My electric provider is SMUD. Gas is PG&E. A big transformer is on the next corner, trees all around, if it blows, I guess I may get burned down too.
A little rant here.
It is easy to be an armchair environmentalist, criticizing utilities. Granted, PG&E has some serious problems. But running a utility is complex, partially government regulated, partially beholding to your shareholders*, partially limited by not being able to truly charge customers what it takes to do all the work. *you just may be a shareholder in PG&E- depending on their profits to fund your CALPERS retirement.
I have also been listening to all the criticism of DWR with respect to the Oroville Dam. We have old dams, built at a time when downstream was mostly farmland. Nobody willing to foot the bill for needed upgrades once urban encroachment happened. And nobody wants to understand risk and unpredictability. I was involved with background investigation into the flooding caused by Don Pedro overflow and downstream levee breaks. Englebright Dam also came very close to failure during that 97 flood year. And yes, I my consulting firm worked for one of those "big bad water districts". The ones, everyone wanted to sue. The general public always knows "what should have been done" in hindsight.
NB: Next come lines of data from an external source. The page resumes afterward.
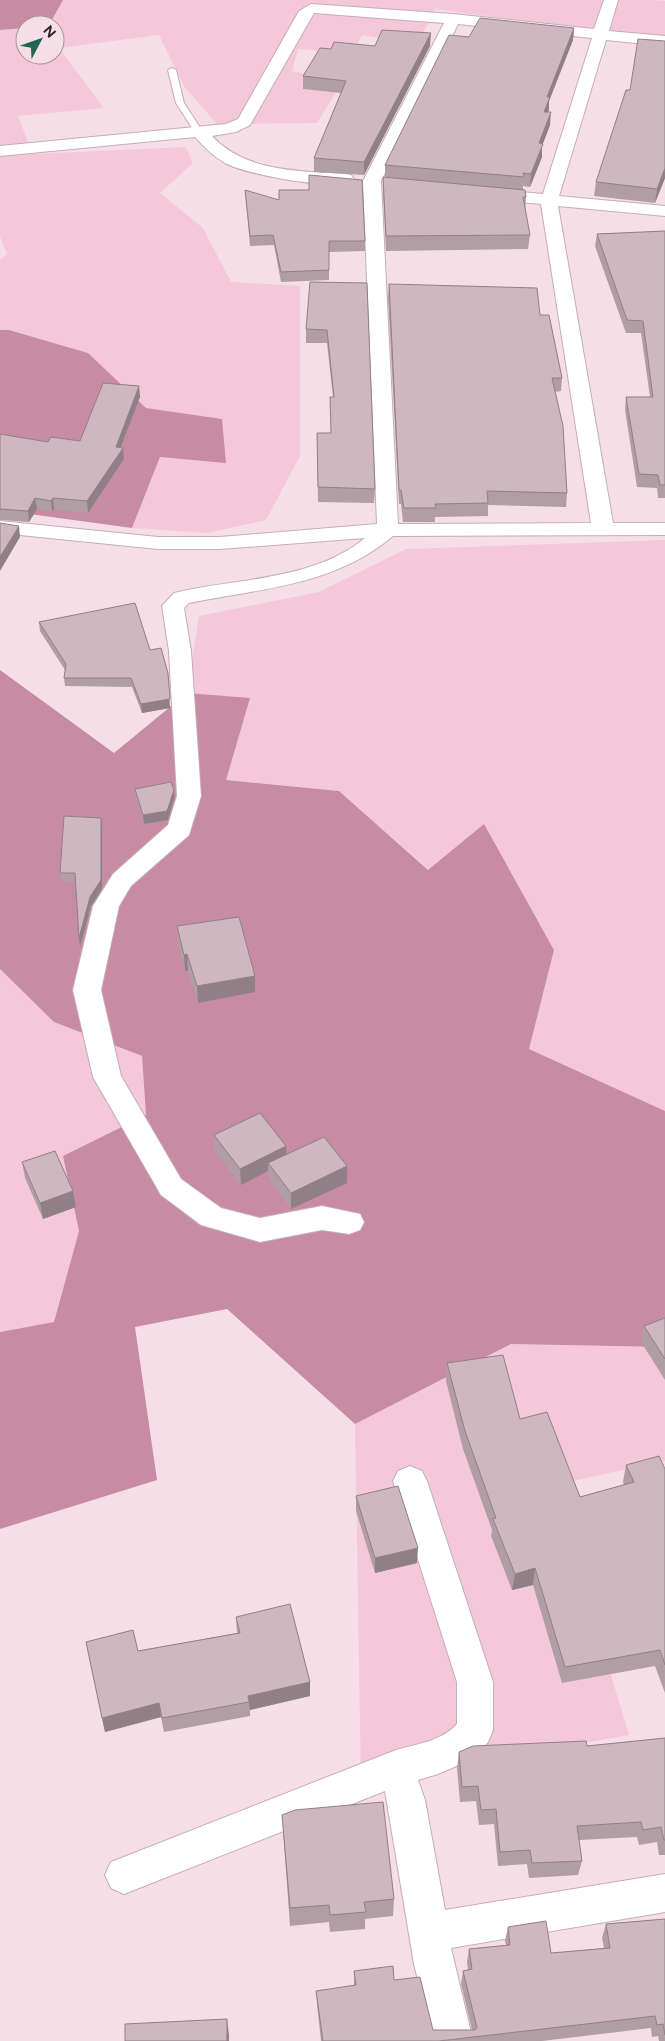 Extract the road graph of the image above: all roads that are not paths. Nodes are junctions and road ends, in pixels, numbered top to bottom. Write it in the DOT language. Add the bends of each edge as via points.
graph roads {
  1 [pos="611,0"];
  2 [pos="453,19"];
  3 [pos="599,34"];
  4 [pos="665,41"];
  5 [pos="172,70"];
  6 [pos="198,132"];
  7 [pos="0,151"];
  8 [pos="372,182"];
  9 [pos="392,184"];
  10 [pos="470,192"];
  11 [pos="549,201"];
  12 [pos="665,211"];
  13 [pos="0,527"];
  14 [pos="603,528"];
  15 [pos="665,529"];
  16 [pos="388,530"];
  17 [pos="349,1222"];
  18 [pos="410,1481"];
  19 [pos="396,1768"];
  20 [pos="124,1876"];
  21 [pos="665,1893"];
  22 [pos="430,1932"];
  23 [pos="453,2041"];
  1 -- 3 [label="street"];
  2 -- 3 [label="street"];
  2 -- 6 [label="street" via="308,10 244,122 230,129"];
  2 -- 8 [label="street"];
  3 -- 4 [label="street"];
  3 -- 11 [label="street"];
  5 -- 6 [label="lane" via="180,103"];
  6 -- 7 [label="street"];
  6 -- 8 [label="street" via="218,152 275,174"];
  8 -- 9 [label="street"];
  8 -- 16 [label="street"];
  10 -- 11 [label="street"];
  11 -- 12 [label="street"];
  11 -- 14 [label="street"];
  13 -- 16 [label="street" via="158,543 220,543"];
  14 -- 15 [label="street"];
  14 -- 16 [label="street"];
  16 -- 17 [label="street" via="360,553 327,568 182,598 175,604 190,796 180,829 122,880 106,906 87,990 107,1076 171,1187 212,1217 260,1230 322,1218"];
  18 -- 19 [label="street" via="475,1682 475,1730 462,1745"];
  19 -- 20 [label="street"];
  19 -- 22 [label="street" via="406,1800"];
  21 -- 22 [label="street"];
  22 -- 23 [label="street" via="434,1964"];
}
The average person simply does not understand what is involved in running one of these facilities, or running a large utility. Amazingly ignorant perceptions- "but I thought living right under a dam was safe because it would hold back the water". Posted flood stage markers well above the roofs of mobile homes. No problem- "we have levees." A 100-year flood event-" oh it will not happen for 100 years". And "been through fires before, nothing new". Well, this fall's fire WAS something new. Mother Nature is unpredictable and at times untamable. The public wants their cake and eat it too. Let out too much water and you get sued for causing a water shortage; do not let out enough, and you get sued for flooding someone.